▶ EXERCISE PROMPT: Nothing but the pictures should be left out when you copy the records exactly.

[[ DATASET ENTRIES open ]]

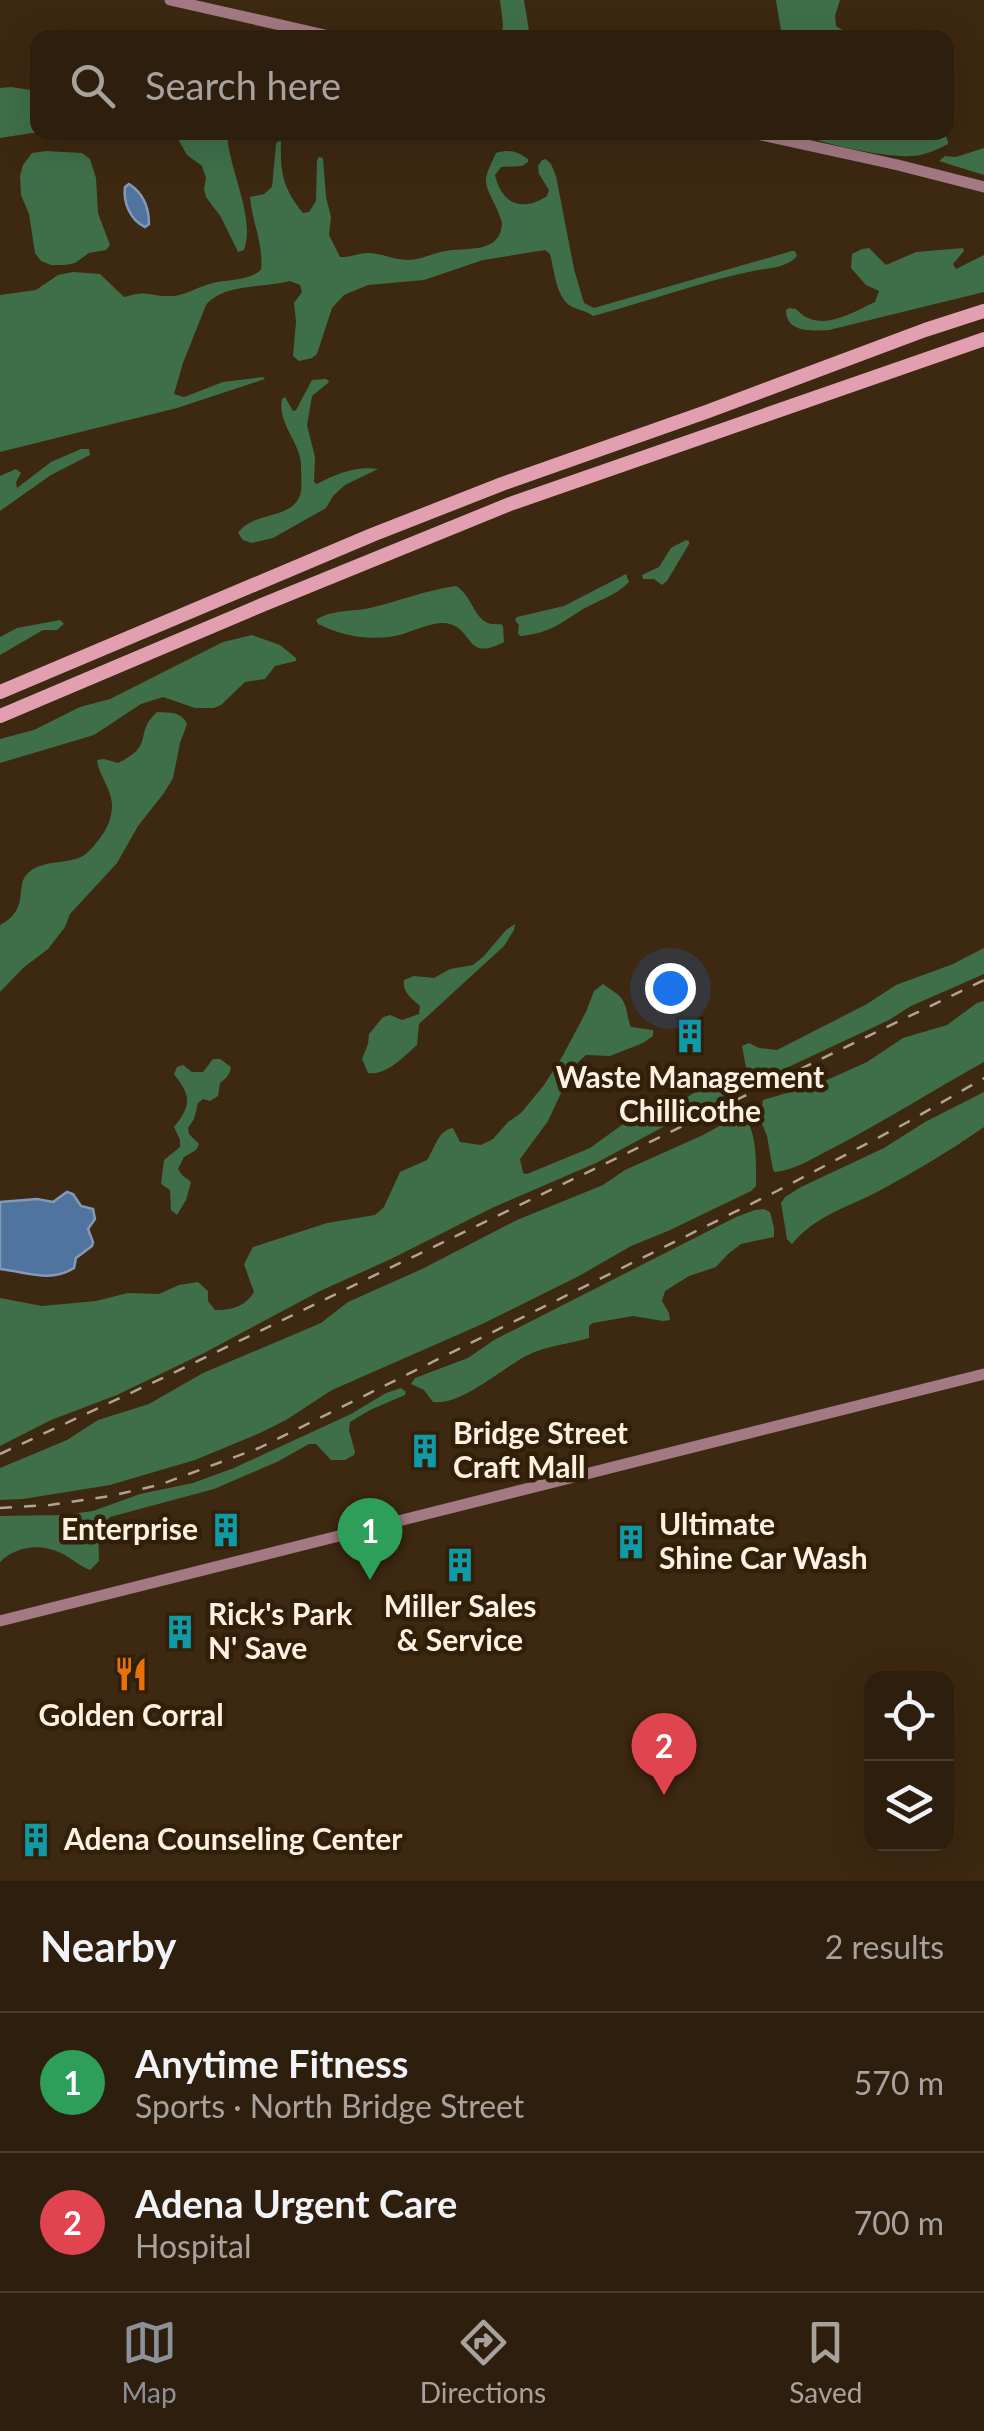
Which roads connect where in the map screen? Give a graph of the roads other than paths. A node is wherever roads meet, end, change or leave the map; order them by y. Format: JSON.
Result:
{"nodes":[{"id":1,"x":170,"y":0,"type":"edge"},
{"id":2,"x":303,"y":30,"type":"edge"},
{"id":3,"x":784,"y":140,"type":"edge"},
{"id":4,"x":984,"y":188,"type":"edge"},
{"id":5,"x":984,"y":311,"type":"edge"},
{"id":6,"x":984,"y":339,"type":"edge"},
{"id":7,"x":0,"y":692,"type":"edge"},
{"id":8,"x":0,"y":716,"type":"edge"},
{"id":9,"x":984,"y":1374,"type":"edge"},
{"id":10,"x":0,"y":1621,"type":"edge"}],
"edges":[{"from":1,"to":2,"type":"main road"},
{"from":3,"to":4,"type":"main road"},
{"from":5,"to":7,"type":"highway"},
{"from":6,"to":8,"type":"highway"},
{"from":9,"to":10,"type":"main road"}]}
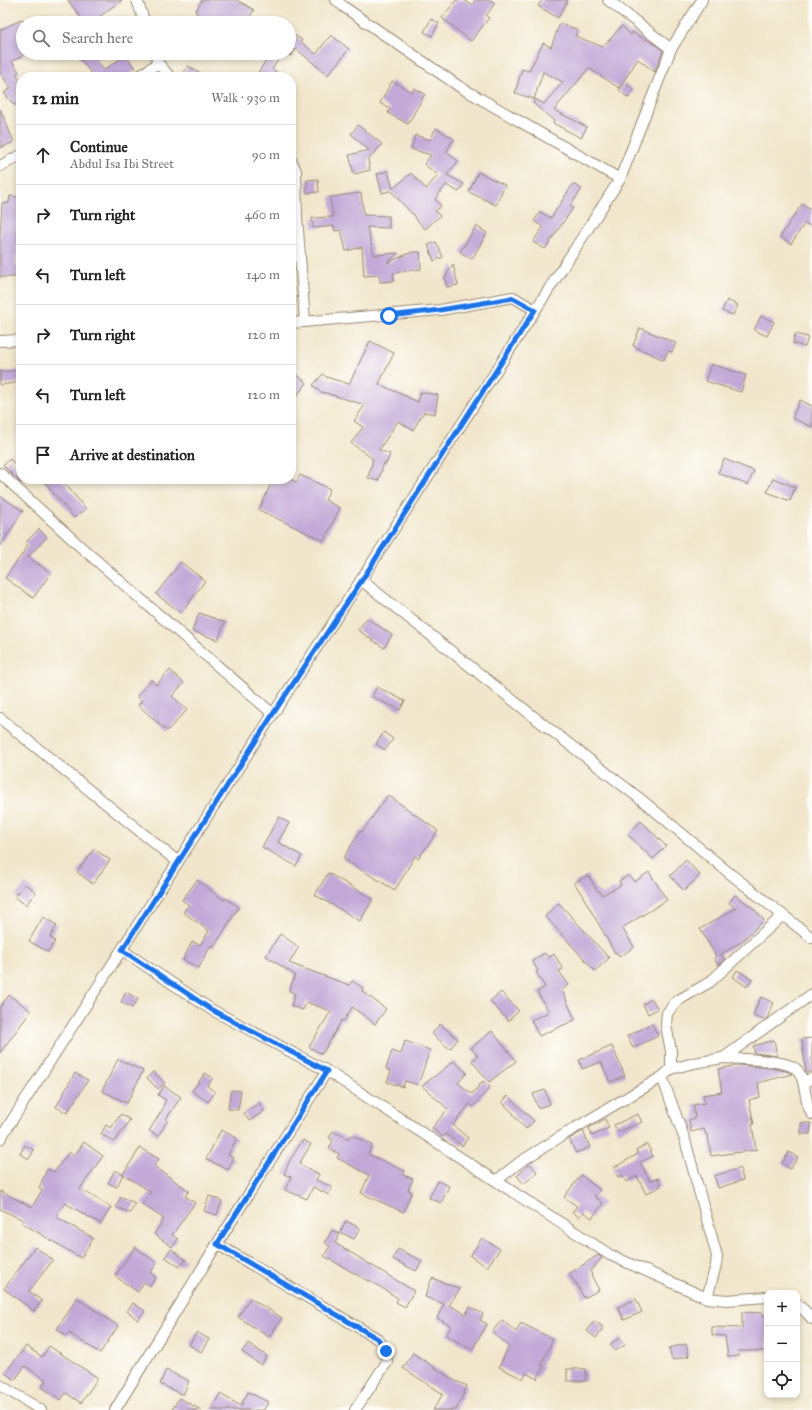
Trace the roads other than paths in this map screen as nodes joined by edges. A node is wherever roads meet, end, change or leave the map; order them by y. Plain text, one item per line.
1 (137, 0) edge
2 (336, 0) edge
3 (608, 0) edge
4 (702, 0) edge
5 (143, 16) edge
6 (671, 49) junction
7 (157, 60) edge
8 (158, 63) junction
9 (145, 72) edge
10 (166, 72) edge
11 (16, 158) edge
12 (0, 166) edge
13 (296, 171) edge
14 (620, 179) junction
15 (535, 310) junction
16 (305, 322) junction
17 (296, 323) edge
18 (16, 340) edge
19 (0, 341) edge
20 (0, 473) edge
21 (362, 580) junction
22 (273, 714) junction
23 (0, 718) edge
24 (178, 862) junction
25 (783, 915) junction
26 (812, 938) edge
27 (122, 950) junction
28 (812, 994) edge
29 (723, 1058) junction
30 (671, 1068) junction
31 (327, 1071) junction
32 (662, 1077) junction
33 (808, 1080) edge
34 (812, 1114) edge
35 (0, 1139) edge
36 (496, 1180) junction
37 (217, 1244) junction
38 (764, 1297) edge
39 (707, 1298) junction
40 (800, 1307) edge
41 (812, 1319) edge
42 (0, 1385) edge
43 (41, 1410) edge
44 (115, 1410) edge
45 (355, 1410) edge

[[ DATASET ENTRIES closed ]]

▶ TASK OUTPUT:
Which roads connect where in the map screen? Give a graph of the roads other than paths. A node is wherever roads meet, end, change or leave the map; order them by y. Format: JSON.
Result:
{"nodes":[{"id":1,"x":170,"y":0,"type":"edge"},
{"id":2,"x":303,"y":30,"type":"edge"},
{"id":3,"x":784,"y":140,"type":"edge"},
{"id":4,"x":984,"y":188,"type":"edge"},
{"id":5,"x":984,"y":311,"type":"edge"},
{"id":6,"x":984,"y":339,"type":"edge"},
{"id":7,"x":0,"y":692,"type":"edge"},
{"id":8,"x":0,"y":716,"type":"edge"},
{"id":9,"x":984,"y":1374,"type":"edge"},
{"id":10,"x":0,"y":1621,"type":"edge"}],
"edges":[{"from":1,"to":2,"type":"main road"},
{"from":3,"to":4,"type":"main road"},
{"from":5,"to":7,"type":"highway"},
{"from":6,"to":8,"type":"highway"},
{"from":9,"to":10,"type":"main road"}]}
Trace the roads other than paths in this map screen as nodes joined by edges. A node is wherever roads meet, end, change or leave the map; order them by y. Plain text, one item per line.
1 (137, 0) edge
2 (336, 0) edge
3 (608, 0) edge
4 (702, 0) edge
5 (143, 16) edge
6 (671, 49) junction
7 (157, 60) edge
8 (158, 63) junction
9 (145, 72) edge
10 (166, 72) edge
11 (16, 158) edge
12 (0, 166) edge
13 (296, 171) edge
14 (620, 179) junction
15 (535, 310) junction
16 (305, 322) junction
17 (296, 323) edge
18 (16, 340) edge
19 (0, 341) edge
20 (0, 473) edge
21 (362, 580) junction
22 (273, 714) junction
23 (0, 718) edge
24 (178, 862) junction
25 (783, 915) junction
26 (812, 938) edge
27 (122, 950) junction
28 (812, 994) edge
29 (723, 1058) junction
30 (671, 1068) junction
31 (327, 1071) junction
32 (662, 1077) junction
33 (808, 1080) edge
34 (812, 1114) edge
35 (0, 1139) edge
36 (496, 1180) junction
37 (217, 1244) junction
38 (764, 1297) edge
39 (707, 1298) junction
40 (800, 1307) edge
41 (812, 1319) edge
42 (0, 1385) edge
43 (41, 1410) edge
44 (115, 1410) edge
45 (355, 1410) edge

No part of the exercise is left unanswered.